Tumor necrosis factor α (TNFα) expression is a key mediator of ethanol-induced liver disease. Increased lipopolysaccharide (LPS)-stimulated TNFα expression in macrophages after chronic ethanol feeding is associated with a stabilization of TNFα mRNA (Kishore, R., McMullen, M. R., and Nagy, L. E. (2001) J. Biol. Chem. 276, 41930–41937). Here we show that the 3′-UTR of murine TNFα mRNA was sufficient to mediate increased LPS-stimulated expression of a luciferase reporter in RAW 264.7 macrophages after chronic ethanol exposure. Further, we show that HuR, a nuclear/cytoplasmic shuttling protein, which binds to TNFα mRNA, is required for increased expression of TNFα after chronic ethanol. In Kupffer cells, HuR was primarily localized to the nucleus and then translocated to the cytosol in response to LPS in both pair- and ethanol-fed rats. After chronic ethanol feeding, HuR quantity in the cytosol was greater, both at baseline and in response to LPS, compared with pair-fed controls.
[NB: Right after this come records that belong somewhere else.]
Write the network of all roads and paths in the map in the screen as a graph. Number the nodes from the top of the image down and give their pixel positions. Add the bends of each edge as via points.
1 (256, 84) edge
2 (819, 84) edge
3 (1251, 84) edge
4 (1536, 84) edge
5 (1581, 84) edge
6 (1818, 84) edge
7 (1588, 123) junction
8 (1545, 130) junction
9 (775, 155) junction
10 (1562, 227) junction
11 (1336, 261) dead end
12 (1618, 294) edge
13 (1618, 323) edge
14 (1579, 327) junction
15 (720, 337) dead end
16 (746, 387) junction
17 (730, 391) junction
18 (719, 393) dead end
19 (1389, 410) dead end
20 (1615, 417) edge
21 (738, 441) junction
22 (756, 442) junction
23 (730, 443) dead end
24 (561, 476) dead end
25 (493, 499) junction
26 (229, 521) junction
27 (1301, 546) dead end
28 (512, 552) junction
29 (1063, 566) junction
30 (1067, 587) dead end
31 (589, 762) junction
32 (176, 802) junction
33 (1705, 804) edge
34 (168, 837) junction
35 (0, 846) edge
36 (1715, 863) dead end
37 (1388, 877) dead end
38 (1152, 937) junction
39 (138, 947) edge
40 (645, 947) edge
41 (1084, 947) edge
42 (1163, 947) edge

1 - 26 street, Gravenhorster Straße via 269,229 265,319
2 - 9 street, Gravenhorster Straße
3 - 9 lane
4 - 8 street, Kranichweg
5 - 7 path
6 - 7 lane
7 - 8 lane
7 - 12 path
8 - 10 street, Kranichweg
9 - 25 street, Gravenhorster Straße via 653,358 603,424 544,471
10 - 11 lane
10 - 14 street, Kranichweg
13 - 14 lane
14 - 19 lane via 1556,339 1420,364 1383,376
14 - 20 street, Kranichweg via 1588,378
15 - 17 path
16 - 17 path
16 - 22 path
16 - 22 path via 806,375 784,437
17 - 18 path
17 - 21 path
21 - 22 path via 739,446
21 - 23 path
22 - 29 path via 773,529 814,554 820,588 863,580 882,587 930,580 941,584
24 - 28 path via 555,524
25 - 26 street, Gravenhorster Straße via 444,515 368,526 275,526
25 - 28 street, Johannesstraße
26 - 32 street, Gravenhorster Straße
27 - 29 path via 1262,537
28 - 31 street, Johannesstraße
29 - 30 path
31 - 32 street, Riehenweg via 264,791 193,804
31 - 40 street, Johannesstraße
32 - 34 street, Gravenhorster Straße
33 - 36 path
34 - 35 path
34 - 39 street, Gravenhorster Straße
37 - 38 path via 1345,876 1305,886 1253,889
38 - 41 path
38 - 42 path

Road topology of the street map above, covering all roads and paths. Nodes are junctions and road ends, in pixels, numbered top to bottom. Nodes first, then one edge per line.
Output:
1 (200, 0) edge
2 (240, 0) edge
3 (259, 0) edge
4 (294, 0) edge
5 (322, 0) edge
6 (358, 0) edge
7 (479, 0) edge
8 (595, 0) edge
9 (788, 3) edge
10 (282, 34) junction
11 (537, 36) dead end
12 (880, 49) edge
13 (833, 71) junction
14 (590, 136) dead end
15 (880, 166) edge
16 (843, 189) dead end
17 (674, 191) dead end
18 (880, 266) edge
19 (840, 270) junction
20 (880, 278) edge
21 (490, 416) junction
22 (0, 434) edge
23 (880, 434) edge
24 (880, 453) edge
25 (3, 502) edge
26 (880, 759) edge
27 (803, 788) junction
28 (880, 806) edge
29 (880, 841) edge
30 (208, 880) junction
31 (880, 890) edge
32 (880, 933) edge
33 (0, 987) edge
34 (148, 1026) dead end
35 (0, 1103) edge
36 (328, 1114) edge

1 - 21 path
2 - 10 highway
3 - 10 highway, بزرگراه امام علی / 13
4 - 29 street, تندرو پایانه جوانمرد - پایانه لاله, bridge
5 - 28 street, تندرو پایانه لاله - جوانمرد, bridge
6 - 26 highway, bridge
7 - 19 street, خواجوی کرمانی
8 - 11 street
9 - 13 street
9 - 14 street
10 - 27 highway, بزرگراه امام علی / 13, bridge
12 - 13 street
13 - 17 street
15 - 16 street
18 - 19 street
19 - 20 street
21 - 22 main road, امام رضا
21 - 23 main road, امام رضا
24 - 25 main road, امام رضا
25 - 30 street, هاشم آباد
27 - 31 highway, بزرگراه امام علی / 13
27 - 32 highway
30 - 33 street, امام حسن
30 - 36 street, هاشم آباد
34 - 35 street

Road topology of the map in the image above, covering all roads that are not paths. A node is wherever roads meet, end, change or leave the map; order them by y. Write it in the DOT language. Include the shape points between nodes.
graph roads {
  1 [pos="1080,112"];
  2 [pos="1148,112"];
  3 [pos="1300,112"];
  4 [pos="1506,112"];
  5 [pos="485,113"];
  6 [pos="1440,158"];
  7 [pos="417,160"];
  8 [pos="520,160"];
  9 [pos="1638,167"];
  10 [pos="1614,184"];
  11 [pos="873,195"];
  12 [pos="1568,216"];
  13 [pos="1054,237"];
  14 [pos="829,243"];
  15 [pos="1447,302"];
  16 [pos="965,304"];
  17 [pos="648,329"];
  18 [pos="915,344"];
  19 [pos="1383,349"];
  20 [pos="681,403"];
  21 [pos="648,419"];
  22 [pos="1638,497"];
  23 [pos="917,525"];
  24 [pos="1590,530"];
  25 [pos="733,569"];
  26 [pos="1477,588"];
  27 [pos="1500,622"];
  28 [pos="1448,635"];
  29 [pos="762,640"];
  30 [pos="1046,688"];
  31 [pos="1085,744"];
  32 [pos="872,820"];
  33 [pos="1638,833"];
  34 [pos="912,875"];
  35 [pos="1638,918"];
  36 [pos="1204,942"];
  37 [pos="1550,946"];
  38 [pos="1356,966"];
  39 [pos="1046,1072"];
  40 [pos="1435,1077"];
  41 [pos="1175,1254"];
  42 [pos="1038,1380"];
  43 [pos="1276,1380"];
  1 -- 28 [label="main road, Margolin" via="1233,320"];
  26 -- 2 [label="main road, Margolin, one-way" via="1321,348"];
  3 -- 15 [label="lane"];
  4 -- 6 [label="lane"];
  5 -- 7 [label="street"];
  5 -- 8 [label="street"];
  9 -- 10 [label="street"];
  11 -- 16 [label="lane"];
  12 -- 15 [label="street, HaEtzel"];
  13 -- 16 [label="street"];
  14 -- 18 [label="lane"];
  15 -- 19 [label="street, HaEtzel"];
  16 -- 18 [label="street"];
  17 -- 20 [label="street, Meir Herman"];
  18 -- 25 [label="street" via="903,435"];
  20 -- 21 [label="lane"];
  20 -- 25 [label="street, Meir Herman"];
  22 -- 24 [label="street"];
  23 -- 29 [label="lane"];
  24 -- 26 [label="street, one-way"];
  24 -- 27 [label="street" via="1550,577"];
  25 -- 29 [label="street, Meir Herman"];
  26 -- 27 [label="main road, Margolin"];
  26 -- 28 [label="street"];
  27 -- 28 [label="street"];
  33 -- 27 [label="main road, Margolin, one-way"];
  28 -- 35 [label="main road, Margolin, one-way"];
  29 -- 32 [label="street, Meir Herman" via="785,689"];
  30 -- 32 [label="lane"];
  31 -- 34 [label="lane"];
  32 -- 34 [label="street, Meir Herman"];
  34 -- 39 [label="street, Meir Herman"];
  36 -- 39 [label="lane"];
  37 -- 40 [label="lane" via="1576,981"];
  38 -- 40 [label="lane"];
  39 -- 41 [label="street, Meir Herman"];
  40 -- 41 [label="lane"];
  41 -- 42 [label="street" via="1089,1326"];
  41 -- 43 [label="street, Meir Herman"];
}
Using RNA gel shift assays, we found that LPS treatment increased HuR binding to the 65-nucleotide A + U-rich element of the TNFα 3′-UTR by 2-fold over baseline in Kupffer cells from pair-fed rats. After chronic ethanol feeding, HuR binding to the TNFα A + U-rich element was increased by more than 5-fold at baseline and in response to LPS, compared with pair-fed controls. Down-regulation of HuR expression by RNA interference prevented the chronic ethanol-induced increase in expression of luciferase reporters containing the TNFα 3′-UTR. Taken together, these data demonstrate that increased binding of HuR to the TNFα 3′-UTR contributes to increased LPS-stimulated TNFα expression in macrophages after chronic ethanol exposure.